Dud Campbell opened the desk drawer and pulled out the title page of the book again. He had typed it up specially, just the way he wanted it, and Anita had put it on the computer.
"Murder in the Soggy Bottoms," it read. "By Dudley M. Campbell."
Of course, the guys down at the Mule Barn truck stop referred to Dud's once-rejected mystery as "The Duchess and the Truck Driver," because the story involves, well, a duchess and a truck driver. After its initial rejection by the publisher, Dud decided to modify it so there would be only three murders in chapter one, rather than the original eight. It has taken some doing, but he plugs away at it when he gets time.
He sipped the coffee and looked out the window at the streetlight shining on the snow in the yard.

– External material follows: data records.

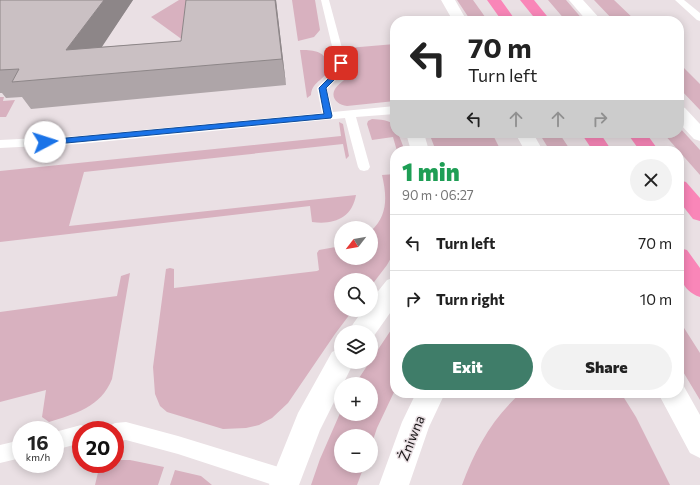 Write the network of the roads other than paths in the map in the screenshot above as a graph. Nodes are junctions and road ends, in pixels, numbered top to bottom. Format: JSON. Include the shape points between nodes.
{"nodes":[{"id":1,"x":325,"y":0,"type":"edge"},
{"id":2,"x":448,"y":0,"type":"edge"},
{"id":3,"x":494,"y":0,"type":"edge"},
{"id":4,"x":527,"y":0,"type":"edge"},
{"id":5,"x":576,"y":0,"type":"edge"},
{"id":6,"x":679,"y":0,"type":"edge"},
{"id":7,"x":457,"y":16,"type":"edge"},
{"id":8,"x":505,"y":16,"type":"edge"},
{"id":9,"x":540,"y":16,"type":"edge"},
{"id":10,"x":590,"y":16,"type":"edge"},
{"id":11,"x":700,"y":18,"type":"edge"},
{"id":12,"x":390,"y":110,"type":"edge"},
{"id":13,"x":349,"y":114,"type":"junction"},
{"id":14,"x":328,"y":116,"type":"junction"},
{"id":15,"x":684,"y":117,"type":"edge"},
{"id":16,"x":700,"y":135,"type":"edge"},
{"id":17,"x":640,"y":138,"type":"edge"},
{"id":18,"x":0,"y":144,"type":"edge"},
{"id":19,"x":646,"y":146,"type":"edge"},
{"id":20,"x":364,"y":167,"type":"dead end"},
{"id":21,"x":684,"y":193,"type":"edge"},
{"id":22,"x":700,"y":213,"type":"edge"},
{"id":23,"x":684,"y":264,"type":"edge"},
{"id":24,"x":700,"y":287,"type":"edge"},
{"id":25,"x":390,"y":294,"type":"edge"},
{"id":26,"x":367,"y":325,"type":"edge"},
{"id":27,"x":337,"y":369,"type":"edge"},
{"id":28,"x":428,"y":398,"type":"edge"},
{"id":29,"x":675,"y":398,"type":"edge"},
{"id":30,"x":124,"y":431,"type":"edge"},
{"id":31,"x":700,"y":443,"type":"edge"},
{"id":32,"x":12,"y":451,"type":"edge"},
{"id":33,"x":0,"y":454,"type":"edge"},
{"id":34,"x":285,"y":482,"type":"edge"},
{"id":35,"x":394,"y":485,"type":"edge"}],
"edges":[{"from":1,"to":14,"type":"lane","via":[[341,63],[340,70],[322,88]]},
{"from":2,"to":7,"type":"street"},
{"from":3,"to":8,"type":"highway"},
{"from":4,"to":9,"type":"highway"},
{"from":5,"to":10,"type":"street"},
{"from":6,"to":11,"type":"lane"},
{"from":12,"to":13,"type":"lane"},
{"from":13,"to":14,"type":"lane"},
{"from":13,"to":20,"type":"lane"},
{"from":14,"to":18,"type":"lane","via":[[78,140]]},
{"from":15,"to":16,"type":"street"},
{"from":17,"to":19,"type":"highway"},
{"from":21,"to":22,"type":"highway"},
{"from":23,"to":24,"type":"highway"},
{"from":25,"to":26,"type":"street"},
{"from":27,"to":34,"type":"street","via":[[308,423]]},
{"from":28,"to":35,"type":"street","name":"Żniwna","via":[[416,422]]},
{"from":29,"to":31,"type":"street"},
{"from":30,"to":34,"type":"lane","via":[[178,445]]},
{"from":32,"to":33,"type":"lane"}]} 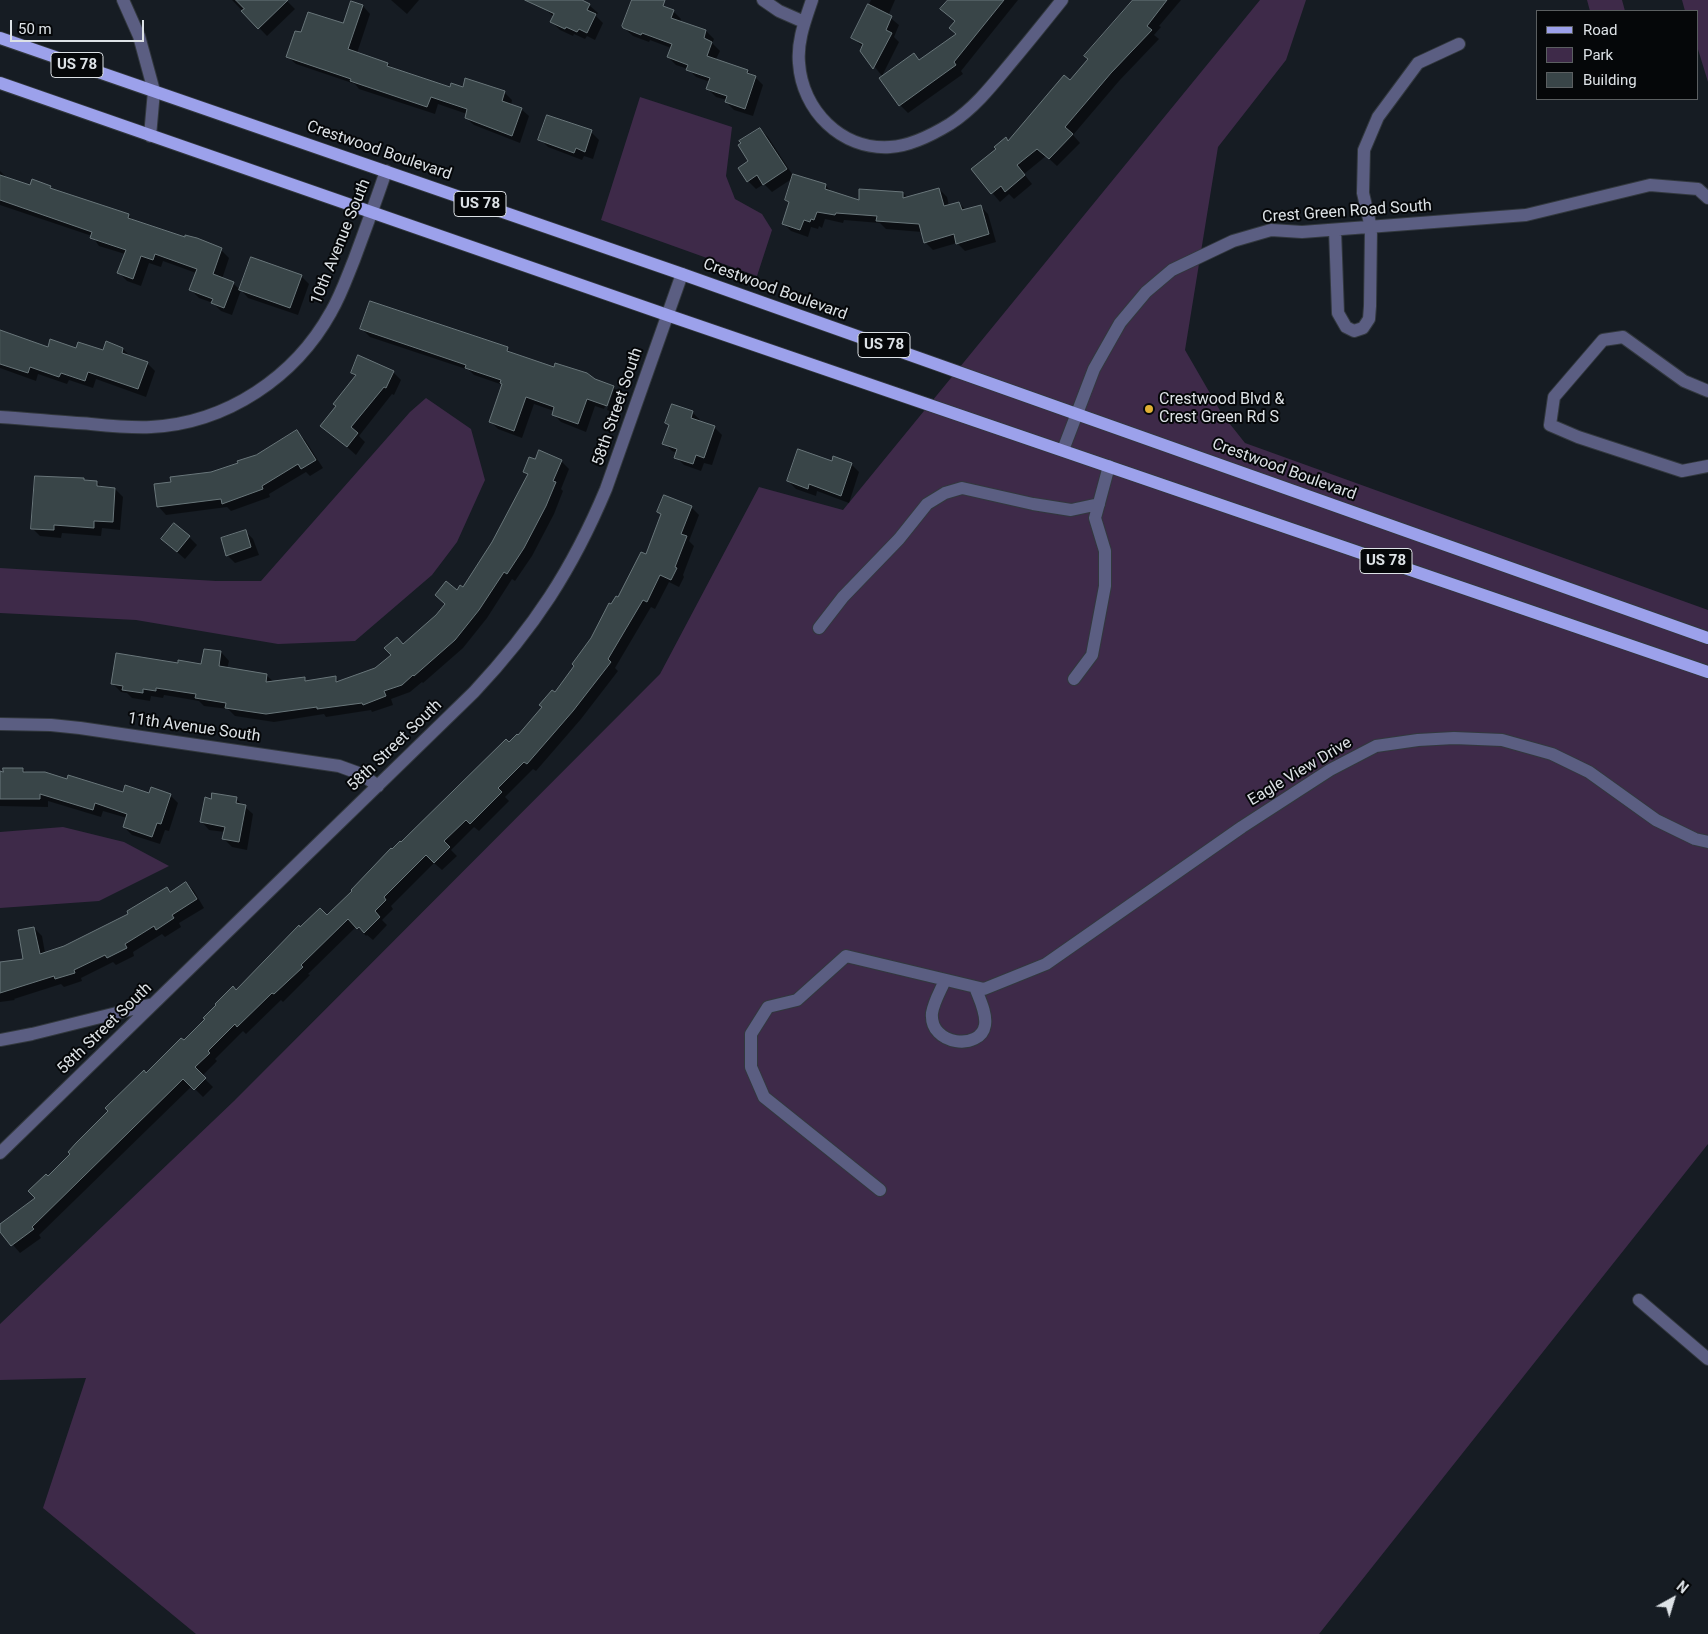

Do you suppose every artist goes through this? How many mystery writers, Dud thought, face this very same dilemma? For two of the murders, not a problem. But he couldn't decide who murdered number three or why. This seems to be pretty important to the story, so he has to figure it out. Like a puzzle.
He could go with just two murders, he supposed, but that third victim deserved killing, that was the problem. Could he have two murderers? One could knock off the two, the other take care of the third?
Oh well, it's a cold, dark winter's night and a good time for thinking, and the coffee's good. And Dud still has his day job, of course. Such things are probably the cornerstones of great creative work.